Print out the entries exactly, and include each one.
○ ○ ○ ○ ○ ○ ○
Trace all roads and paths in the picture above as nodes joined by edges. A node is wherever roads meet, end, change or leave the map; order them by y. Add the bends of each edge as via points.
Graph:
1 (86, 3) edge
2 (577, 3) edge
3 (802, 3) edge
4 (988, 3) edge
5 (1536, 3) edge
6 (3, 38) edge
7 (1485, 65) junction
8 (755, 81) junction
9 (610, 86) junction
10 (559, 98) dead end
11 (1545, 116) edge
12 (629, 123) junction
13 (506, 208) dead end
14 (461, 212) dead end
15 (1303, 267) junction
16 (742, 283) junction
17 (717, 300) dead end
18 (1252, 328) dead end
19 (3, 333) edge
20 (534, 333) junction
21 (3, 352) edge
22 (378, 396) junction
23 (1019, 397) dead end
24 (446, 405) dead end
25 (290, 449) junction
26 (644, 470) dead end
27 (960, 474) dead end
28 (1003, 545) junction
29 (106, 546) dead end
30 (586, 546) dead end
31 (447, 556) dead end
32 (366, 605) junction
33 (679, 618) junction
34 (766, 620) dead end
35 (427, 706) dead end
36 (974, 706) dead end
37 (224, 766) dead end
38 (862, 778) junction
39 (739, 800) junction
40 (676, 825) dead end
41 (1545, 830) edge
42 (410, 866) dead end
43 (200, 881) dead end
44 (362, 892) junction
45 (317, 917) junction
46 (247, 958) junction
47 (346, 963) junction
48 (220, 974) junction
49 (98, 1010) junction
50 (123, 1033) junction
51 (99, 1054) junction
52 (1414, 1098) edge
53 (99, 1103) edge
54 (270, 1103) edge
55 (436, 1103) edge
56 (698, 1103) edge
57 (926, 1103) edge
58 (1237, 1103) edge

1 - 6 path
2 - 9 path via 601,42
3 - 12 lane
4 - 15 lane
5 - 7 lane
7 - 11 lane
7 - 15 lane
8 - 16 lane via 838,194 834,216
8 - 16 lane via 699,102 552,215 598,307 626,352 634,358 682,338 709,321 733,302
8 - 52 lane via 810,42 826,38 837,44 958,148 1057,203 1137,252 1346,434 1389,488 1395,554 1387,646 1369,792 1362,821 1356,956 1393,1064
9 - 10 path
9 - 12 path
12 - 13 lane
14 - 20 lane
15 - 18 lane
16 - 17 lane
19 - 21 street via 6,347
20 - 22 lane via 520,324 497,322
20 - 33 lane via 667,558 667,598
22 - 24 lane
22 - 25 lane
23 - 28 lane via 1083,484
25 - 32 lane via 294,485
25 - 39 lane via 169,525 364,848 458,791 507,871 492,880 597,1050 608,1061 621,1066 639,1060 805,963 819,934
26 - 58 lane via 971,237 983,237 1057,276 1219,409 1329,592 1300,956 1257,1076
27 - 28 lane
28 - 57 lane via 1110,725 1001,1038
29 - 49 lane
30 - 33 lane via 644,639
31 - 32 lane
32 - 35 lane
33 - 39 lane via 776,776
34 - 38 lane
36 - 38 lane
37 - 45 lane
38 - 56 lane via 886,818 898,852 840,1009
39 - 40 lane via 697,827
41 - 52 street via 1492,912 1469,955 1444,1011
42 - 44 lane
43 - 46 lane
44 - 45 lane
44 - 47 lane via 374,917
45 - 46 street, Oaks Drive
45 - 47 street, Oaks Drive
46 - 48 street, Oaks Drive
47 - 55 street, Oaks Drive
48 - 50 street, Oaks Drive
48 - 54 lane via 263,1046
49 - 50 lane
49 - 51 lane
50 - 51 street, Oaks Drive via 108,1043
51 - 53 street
○ ○ ○ ○ ○ ○ ○
Exercise output:
Trace all roads and paths in the picture above as nodes joined by edges. A node is wherever roads meet, end, change or leave the map; order them by y. Add the bends of each edge as via points.
Graph:
1 (86, 3) edge
2 (577, 3) edge
3 (802, 3) edge
4 (988, 3) edge
5 (1536, 3) edge
6 (3, 38) edge
7 (1485, 65) junction
8 (755, 81) junction
9 (610, 86) junction
10 (559, 98) dead end
11 (1545, 116) edge
12 (629, 123) junction
13 (506, 208) dead end
14 (461, 212) dead end
15 (1303, 267) junction
16 (742, 283) junction
17 (717, 300) dead end
18 (1252, 328) dead end
19 (3, 333) edge
20 (534, 333) junction
21 (3, 352) edge
22 (378, 396) junction
23 (1019, 397) dead end
24 (446, 405) dead end
25 (290, 449) junction
26 (644, 470) dead end
27 (960, 474) dead end
28 (1003, 545) junction
29 (106, 546) dead end
30 (586, 546) dead end
31 (447, 556) dead end
32 (366, 605) junction
33 (679, 618) junction
34 (766, 620) dead end
35 (427, 706) dead end
36 (974, 706) dead end
37 (224, 766) dead end
38 (862, 778) junction
39 (739, 800) junction
40 (676, 825) dead end
41 (1545, 830) edge
42 (410, 866) dead end
43 (200, 881) dead end
44 (362, 892) junction
45 (317, 917) junction
46 (247, 958) junction
47 (346, 963) junction
48 (220, 974) junction
49 (98, 1010) junction
50 (123, 1033) junction
51 (99, 1054) junction
52 (1414, 1098) edge
53 (99, 1103) edge
54 (270, 1103) edge
55 (436, 1103) edge
56 (698, 1103) edge
57 (926, 1103) edge
58 (1237, 1103) edge

1 - 6 path
2 - 9 path via 601,42
3 - 12 lane
4 - 15 lane
5 - 7 lane
7 - 11 lane
7 - 15 lane
8 - 16 lane via 838,194 834,216
8 - 16 lane via 699,102 552,215 598,307 626,352 634,358 682,338 709,321 733,302
8 - 52 lane via 810,42 826,38 837,44 958,148 1057,203 1137,252 1346,434 1389,488 1395,554 1387,646 1369,792 1362,821 1356,956 1393,1064
9 - 10 path
9 - 12 path
12 - 13 lane
14 - 20 lane
15 - 18 lane
16 - 17 lane
19 - 21 street via 6,347
20 - 22 lane via 520,324 497,322
20 - 33 lane via 667,558 667,598
22 - 24 lane
22 - 25 lane
23 - 28 lane via 1083,484
25 - 32 lane via 294,485
25 - 39 lane via 169,525 364,848 458,791 507,871 492,880 597,1050 608,1061 621,1066 639,1060 805,963 819,934
26 - 58 lane via 971,237 983,237 1057,276 1219,409 1329,592 1300,956 1257,1076
27 - 28 lane
28 - 57 lane via 1110,725 1001,1038
29 - 49 lane
30 - 33 lane via 644,639
31 - 32 lane
32 - 35 lane
33 - 39 lane via 776,776
34 - 38 lane
36 - 38 lane
37 - 45 lane
38 - 56 lane via 886,818 898,852 840,1009
39 - 40 lane via 697,827
41 - 52 street via 1492,912 1469,955 1444,1011
42 - 44 lane
43 - 46 lane
44 - 45 lane
44 - 47 lane via 374,917
45 - 46 street, Oaks Drive
45 - 47 street, Oaks Drive
46 - 48 street, Oaks Drive
47 - 55 street, Oaks Drive
48 - 50 street, Oaks Drive
48 - 54 lane via 263,1046
49 - 50 lane
49 - 51 lane
50 - 51 street, Oaks Drive via 108,1043
51 - 53 street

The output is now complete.